┌──

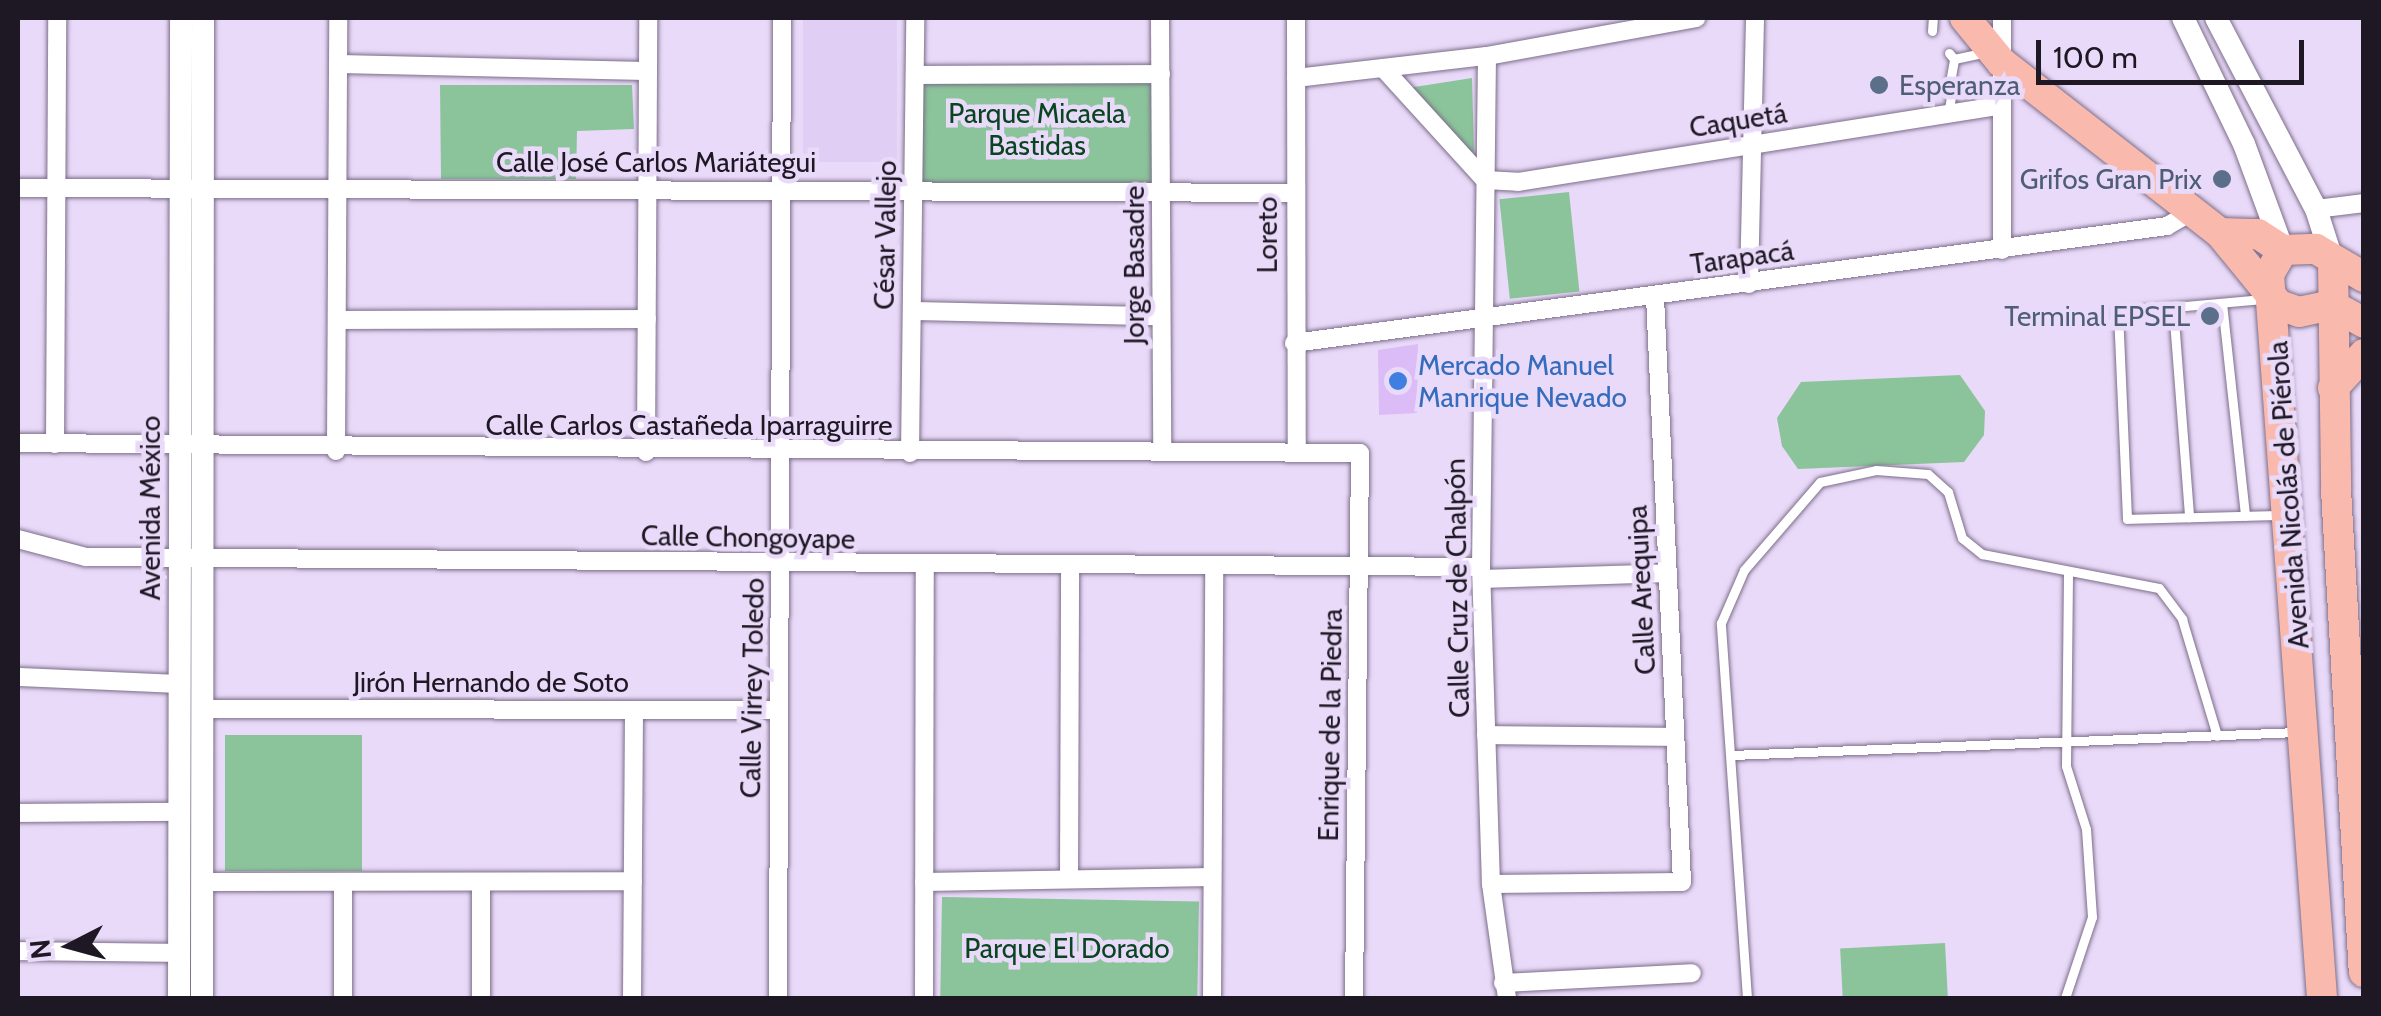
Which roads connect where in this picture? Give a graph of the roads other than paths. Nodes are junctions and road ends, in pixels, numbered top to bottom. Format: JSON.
{"nodes":[{"id":1,"x":57,"y":18,"type":"edge"},
{"id":2,"x":181,"y":18,"type":"edge"},
{"id":3,"x":204,"y":18,"type":"edge"},
{"id":4,"x":338,"y":18,"type":"edge"},
{"id":5,"x":648,"y":18,"type":"edge"},
{"id":6,"x":782,"y":18,"type":"edge"},
{"id":7,"x":915,"y":18,"type":"edge"},
{"id":8,"x":1160,"y":18,"type":"edge"},
{"id":9,"x":1296,"y":18,"type":"edge"},
{"id":10,"x":1697,"y":18,"type":"edge"},
{"id":11,"x":1756,"y":18,"type":"edge"},
{"id":12,"x":1933,"y":18,"type":"edge"},
{"id":13,"x":1965,"y":18,"type":"edge"},
{"id":14,"x":2002,"y":18,"type":"edge"},
{"id":15,"x":2183,"y":18,"type":"edge"},
{"id":16,"x":2216,"y":18,"type":"edge"},
{"id":17,"x":1932,"y":31,"type":"dead end"},
{"id":18,"x":1487,"y":56,"type":"junction"},
{"id":19,"x":338,"y":64,"type":"junction"},
{"id":20,"x":1383,"y":68,"type":"junction"},
{"id":21,"x":647,"y":72,"type":"junction"},
{"id":22,"x":1161,"y":74,"type":"junction"},
{"id":23,"x":914,"y":75,"type":"junction"},
{"id":24,"x":1998,"y":77,"type":"junction"},
{"id":25,"x":1296,"y":78,"type":"junction"},
{"id":26,"x":1968,"y":86,"type":"dead end"},
{"id":27,"x":1948,"y":114,"type":"junction"},
{"id":28,"x":1752,"y":146,"type":"junction"},
{"id":29,"x":1485,"y":180,"type":"junction"},
{"id":30,"x":337,"y":187,"type":"junction"},
{"id":31,"x":18,"y":188,"type":"edge"},
{"id":32,"x":56,"y":188,"type":"junction"},
{"id":33,"x":191,"y":189,"type":"junction"},
{"id":34,"x":783,"y":189,"type":"junction"},
{"id":35,"x":913,"y":189,"type":"junction"},
{"id":36,"x":647,"y":192,"type":"junction"},
{"id":37,"x":1161,"y":192,"type":"junction"},
{"id":38,"x":1295,"y":193,"type":"junction"},
{"id":39,"x":2364,"y":203,"type":"edge"},
{"id":40,"x":2316,"y":209,"type":"junction"},
{"id":41,"x":2192,"y":212,"type":"junction"},
{"id":42,"x":2220,"y":234,"type":"junction"},
{"id":43,"x":2002,"y":250,"type":"junction"},
{"id":44,"x":2284,"y":250,"type":"junction"},
{"id":45,"x":2333,"y":262,"type":"junction"},
{"id":46,"x":2364,"y":277,"type":"edge"},
{"id":47,"x":1750,"y":284,"type":"junction"},
{"id":48,"x":1655,"y":296,"type":"junction"},
{"id":49,"x":2273,"y":298,"type":"junction"},
{"id":50,"x":2222,"y":303,"type":"junction"},
{"id":51,"x":2332,"y":305,"type":"junction"},
{"id":52,"x":2174,"y":307,"type":"junction"},
{"id":53,"x":912,"y":311,"type":"junction"},
{"id":54,"x":1161,"y":316,"type":"junction"},
{"id":55,"x":1483,"y":318,"type":"junction"},
{"id":56,"x":336,"y":320,"type":"junction"},
{"id":57,"x":646,"y":320,"type":"junction"},
{"id":58,"x":2364,"y":323,"type":"edge"},
{"id":59,"x":1294,"y":343,"type":"junction"},
{"id":60,"x":2364,"y":354,"type":"edge"},
{"id":61,"x":2333,"y":388,"type":"junction"},
{"id":62,"x":18,"y":444,"type":"edge"},
{"id":63,"x":55,"y":444,"type":"junction"},
{"id":64,"x":192,"y":446,"type":"junction"},
{"id":65,"x":336,"y":452,"type":"junction"},
{"id":66,"x":646,"y":452,"type":"junction"},
{"id":67,"x":910,"y":452,"type":"junction"},
{"id":68,"x":1162,"y":452,"type":"junction"},
{"id":69,"x":1297,"y":452,"type":"junction"},
{"id":70,"x":783,"y":453,"type":"junction"},
{"id":71,"x":1360,"y":453,"type":"joint"},
{"id":72,"x":2291,"y":514,"type":"junction"},
{"id":73,"x":2245,"y":516,"type":"junction"},
{"id":74,"x":2188,"y":518,"type":"junction"},
{"id":75,"x":18,"y":538,"type":"edge"},
{"id":76,"x":192,"y":559,"type":"junction"},
{"id":77,"x":781,"y":565,"type":"junction"},
{"id":78,"x":925,"y":566,"type":"junction"},
{"id":79,"x":1070,"y":567,"type":"junction"},
{"id":80,"x":1214,"y":569,"type":"junction"},
{"id":81,"x":1360,"y":570,"type":"junction"},
{"id":82,"x":1482,"y":573,"type":"junction"},
{"id":83,"x":2068,"y":573,"type":"junction"},
{"id":84,"x":1668,"y":574,"type":"junction"},
{"id":85,"x":18,"y":677,"type":"edge"},
{"id":86,"x":181,"y":684,"type":"junction"},
{"id":87,"x":204,"y":709,"type":"junction"},
{"id":88,"x":634,"y":710,"type":"junction"},
{"id":89,"x":778,"y":710,"type":"junction"},
{"id":90,"x":2305,"y":732,"type":"junction"},
{"id":91,"x":1486,"y":735,"type":"junction"},
{"id":92,"x":2218,"y":736,"type":"junction"},
{"id":93,"x":1675,"y":737,"type":"junction"},
{"id":94,"x":2065,"y":739,"type":"junction"},
{"id":95,"x":1732,"y":755,"type":"junction"},
{"id":96,"x":2358,"y":768,"type":"edge"},
{"id":97,"x":179,"y":812,"type":"junction"},
{"id":98,"x":18,"y":813,"type":"edge"},
{"id":99,"x":1212,"y":877,"type":"junction"},
{"id":100,"x":1069,"y":879,"type":"junction"},
{"id":101,"x":203,"y":882,"type":"junction"},
{"id":102,"x":343,"y":882,"type":"junction"},
{"id":103,"x":481,"y":882,"type":"junction"},
{"id":104,"x":633,"y":882,"type":"junction"},
{"id":105,"x":924,"y":882,"type":"junction"},
{"id":106,"x":1491,"y":884,"type":"junction"},
{"id":107,"x":2363,"y":949,"type":"edge"},
{"id":108,"x":18,"y":951,"type":"edge"},
{"id":109,"x":180,"y":953,"type":"junction"},
{"id":110,"x":2364,"y":972,"type":"edge"},
{"id":111,"x":1692,"y":973,"type":"dead end"},
{"id":112,"x":1505,"y":991,"type":"edge"},
{"id":113,"x":179,"y":998,"type":"edge"},
{"id":114,"x":202,"y":998,"type":"edge"},
{"id":115,"x":343,"y":998,"type":"edge"},
{"id":116,"x":481,"y":998,"type":"edge"},
{"id":117,"x":632,"y":998,"type":"edge"},
{"id":118,"x":778,"y":998,"type":"edge"},
{"id":119,"x":924,"y":998,"type":"edge"},
{"id":120,"x":1212,"y":998,"type":"edge"},
{"id":121,"x":1354,"y":998,"type":"edge"},
{"id":122,"x":1747,"y":998,"type":"edge"},
{"id":123,"x":2065,"y":998,"type":"edge"},
{"id":124,"x":2322,"y":998,"type":"edge"}],
"edges":[{"from":1,"to":32,"type":"street"},
{"from":2,"to":33,"type":"street","name":"Avenida México"},
{"from":3,"to":33,"type":"street","name":"Avenida México"},
{"from":4,"to":19,"type":"street"},
{"from":5,"to":21,"type":"street"},
{"from":6,"to":34,"type":"street","name":"Calle Virrey Toledo"},
{"from":7,"to":23,"type":"street","name":"César Vallejo"},
{"from":8,"to":22,"type":"street","name":"Jorge Basadre"},
{"from":9,"to":25,"type":"street","name":"Loreto"},
{"from":10,"to":18,"type":"street"},
{"from":11,"to":28,"type":"street"},
{"from":12,"to":17,"type":"lane"},
{"from":13,"to":24,"type":"main road"},
{"from":14,"to":24,"type":"street"},
{"from":15,"to":44,"type":"street"},
{"from":16,"to":40,"type":"street","name":"Avenida Nicolás de Piérola"},
{"from":18,"to":20,"type":"street"},
{"from":18,"to":29,"type":"street","name":"Calle Cruz de Chalpón"},
{"from":19,"to":21,"type":"street"},
{"from":19,"to":30,"type":"street"},
{"from":20,"to":25,"type":"street"},
{"from":20,"to":29,"type":"street"},
{"from":21,"to":36,"type":"street"},
{"from":22,"to":23,"type":"street"},
{"from":22,"to":37,"type":"street","name":"Jorge Basadre"},
{"from":23,"to":35,"type":"street","name":"César Vallejo"},
{"from":24,"to":26,"type":"lane"},
{"from":24,"to":27,"type":"street","name":"Caquetá"},
{"from":24,"to":27,"type":"lane"},
{"from":24,"to":41,"type":"main road"},
{"from":24,"to":43,"type":"street"},
{"from":25,"to":38,"type":"street","name":"Loreto"},
{"from":27,"to":28,"type":"street","name":"Caquetá"},
{"from":28,"to":29,"type":"street","name":"Caquetá"},
{"from":28,"to":47,"type":"street"},
{"from":29,"to":55,"type":"street","name":"Calle Cruz de Chalpón"},
{"from":30,"to":33,"type":"street","name":"Calle José Carlos Mariátegui"},
{"from":30,"to":36,"type":"street","name":"Calle José Carlos Mariátegui"},
{"from":30,"to":56,"type":"street"},
{"from":31,"to":32,"type":"street","name":"Calle José Carlos Mariátegui"},
{"from":32,"to":33,"type":"street","name":"Calle José Carlos Mariátegui"},
{"from":32,"to":63,"type":"street"},
{"from":33,"to":64,"type":"street","name":"Avenida México"},
{"from":34,"to":35,"type":"street","name":"Calle José Carlos Mariátegui"},
{"from":34,"to":36,"type":"street","name":"Calle José Carlos Mariátegui"},
{"from":34,"to":70,"type":"street","name":"Calle Virrey Toledo"},
{"from":35,"to":37,"type":"street","name":"Calle José Carlos Mariátegui"},
{"from":35,"to":53,"type":"street","name":"César Vallejo"},
{"from":36,"to":57,"type":"street"},
{"from":37,"to":38,"type":"street","name":"Calle José Carlos Mariátegui"},
{"from":37,"to":54,"type":"street","name":"Jorge Basadre"},
{"from":38,"to":59,"type":"street","name":"Loreto"},
{"from":39,"to":40,"type":"street"},
{"from":40,"to":45,"type":"street","name":"Avenida Nicolás de Piérola"},
{"from":41,"to":42,"type":"main road"},
{"from":41,"to":43,"type":"street","name":"Tarapacá"},
{"from":42,"to":44,"type":"main road"},
{"from":42,"to":49,"type":"main road"},
{"from":43,"to":47,"type":"street","name":"Tarapacá"},
{"from":44,"to":45,"type":"main road"},
{"from":44,"to":49,"type":"main road","name":"Avenida Nicolás de Piérola"},
{"from":45,"to":46,"type":"main road"},
{"from":45,"to":51,"type":"main road","name":"Avenida Nicolás de Piérola"},
{"from":47,"to":48,"type":"street","name":"Tarapacá"},
{"from":48,"to":55,"type":"street","name":"Tarapacá"},
{"from":48,"to":84,"type":"street","name":"Calle Arequipa"},
{"from":49,"to":50,"type":"lane"},
{"from":49,"to":51,"type":"main road"},
{"from":49,"to":72,"type":"main road","name":"Avenida Nicolás de Piérola"},
{"from":50,"to":52,"type":"lane"},
{"from":50,"to":73,"type":"lane"},
{"from":51,"to":58,"type":"main road"},
{"from":51,"to":61,"type":"main road","name":"Avenida Nicolás de Piérola"},
{"from":52,"to":74,"type":"lane"},
{"from":52,"to":74,"type":"lane"},
{"from":53,"to":54,"type":"street"},
{"from":53,"to":67,"type":"street","name":"César Vallejo"},
{"from":54,"to":68,"type":"street","name":"Jorge Basadre"},
{"from":55,"to":59,"type":"street","name":"Tarapacá"},
{"from":55,"to":82,"type":"street","name":"Calle Cruz de Chalpón"},
{"from":56,"to":57,"type":"street"},
{"from":56,"to":65,"type":"street"},
{"from":57,"to":66,"type":"street"},
{"from":59,"to":69,"type":"street","name":"Loreto"},
{"from":60,"to":61,"type":"main road"},
{"from":61,"to":96,"type":"main road","name":"Avenida Nicolás de Piérola"},
{"from":62,"to":63,"type":"street","name":"Calle Carlos Castañeda Iparraguirre"},
{"from":63,"to":64,"type":"street","name":"Calle Carlos Castañeda Iparraguirre"},
{"from":64,"to":65,"type":"street","name":"Calle Carlos Castañeda Iparraguirre"},
{"from":64,"to":76,"type":"street","name":"Avenida México"},
{"from":65,"to":66,"type":"street","name":"Calle Carlos Castañeda Iparraguirre"},
{"from":66,"to":70,"type":"street","name":"Calle Carlos Castañeda Iparraguirre"},
{"from":67,"to":68,"type":"street","name":"Calle Carlos Castañeda Iparraguirre"},
{"from":67,"to":70,"type":"street","name":"Calle Carlos Castañeda Iparraguirre"},
{"from":68,"to":69,"type":"street","name":"Calle Carlos Castañeda Iparraguirre"},
{"from":69,"to":71,"type":"street","name":"Calle Carlos Castañeda Iparraguirre"},
{"from":70,"to":77,"type":"street","name":"Calle Virrey Toledo"},
{"from":71,"to":81,"type":"street","name":"Enrique de la Piedra"},
{"from":72,"to":73,"type":"lane"},
{"from":72,"to":90,"type":"main road","name":"Avenida Nicolás de Piérola"},
{"from":73,"to":74,"type":"lane"},
{"from":75,"to":76,"type":"street","name":"Calle Chongoyape"},
{"from":76,"to":77,"type":"street","name":"Calle Chongoyape"},
{"from":76,"to":86,"type":"street","name":"Avenida México"},
{"from":76,"to":87,"type":"street","name":"Avenida México"},
{"from":77,"to":78,"type":"street","name":"Calle Chongoyape"},
{"from":77,"to":89,"type":"street","name":"Calle Virrey Toledo"},
{"from":78,"to":79,"type":"street","name":"Calle Chongoyape"},
{"from":78,"to":105,"type":"street"},
{"from":79,"to":80,"type":"street","name":"Calle Chongoyape"},
{"from":79,"to":100,"type":"street"},
{"from":80,"to":81,"type":"street","name":"Calle Chongoyape"},
{"from":80,"to":99,"type":"street"},
{"from":81,"to":82,"type":"street","name":"Calle Chongoyape"},
{"from":81,"to":121,"type":"street","name":"Enrique de la Piedra"},
{"from":82,"to":84,"type":"street","name":"Calle Chongoyape"},
{"from":82,"to":91,"type":"street","name":"Calle Cruz de Chalpón"},
{"from":83,"to":92,"type":"lane"},
{"from":83,"to":94,"type":"lane"},
{"from":83,"to":95,"type":"lane"},
{"from":84,"to":93,"type":"street","name":"Calle Arequipa"},
{"from":85,"to":86,"type":"street"},
{"from":86,"to":97,"type":"street","name":"Avenida México"},
{"from":87,"to":88,"type":"street","name":"Jirón Hernando de Soto"},
{"from":87,"to":101,"type":"street","name":"Avenida México"},
{"from":88,"to":89,"type":"street","name":"Jirón Hernando de Soto"},
{"from":88,"to":104,"type":"street"},
{"from":89,"to":118,"type":"street","name":"Calle Virrey Toledo"},
{"from":90,"to":92,"type":"lane"},
{"from":90,"to":124,"type":"main road","name":"Avenida Nicolás de Piérola"},
{"from":91,"to":93,"type":"street"},
{"from":91,"to":106,"type":"street","name":"Calle Cruz de Chalpón"},
{"from":92,"to":94,"type":"lane"},
{"from":93,"to":106,"type":"street","name":"Calle Arequipa"},
{"from":94,"to":95,"type":"lane"},
{"from":94,"to":123,"type":"lane"},
{"from":95,"to":122,"type":"lane"},
{"from":96,"to":107,"type":"main road","name":"Avenida Nicolás de Piérola"},
{"from":97,"to":98,"type":"street"},
{"from":97,"to":109,"type":"street","name":"Avenida México"},
{"from":99,"to":100,"type":"street"},
{"from":99,"to":120,"type":"street"},
{"from":100,"to":105,"type":"street"},
{"from":101,"to":102,"type":"street"},
{"from":101,"to":114,"type":"street","name":"Avenida México"},
{"from":102,"to":103,"type":"street"},
{"from":102,"to":115,"type":"street"},
{"from":103,"to":104,"type":"street"},
{"from":103,"to":116,"type":"street"},
{"from":104,"to":117,"type":"street"},
{"from":105,"to":119,"type":"street"},
{"from":106,"to":112,"type":"street","name":"Calle Cruz de Chalpón"},
{"from":107,"to":110,"type":"main road","name":"Avenida Nicolás de Piérola"},
{"from":108,"to":109,"type":"street"},
{"from":109,"to":113,"type":"street","name":"Avenida México"},
{"from":111,"to":112,"type":"street"}]}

└──

> _AIM OF THE EXERCISE_
Identify the lines above with the word "Soto". Copy them.

> _EXERCISE RESULT_
{"from":87,"to":88,"type":"street","name":"Jirón Hernando de Soto"},
{"from":88,"to":89,"type":"street","name":"Jirón Hernando de Soto"},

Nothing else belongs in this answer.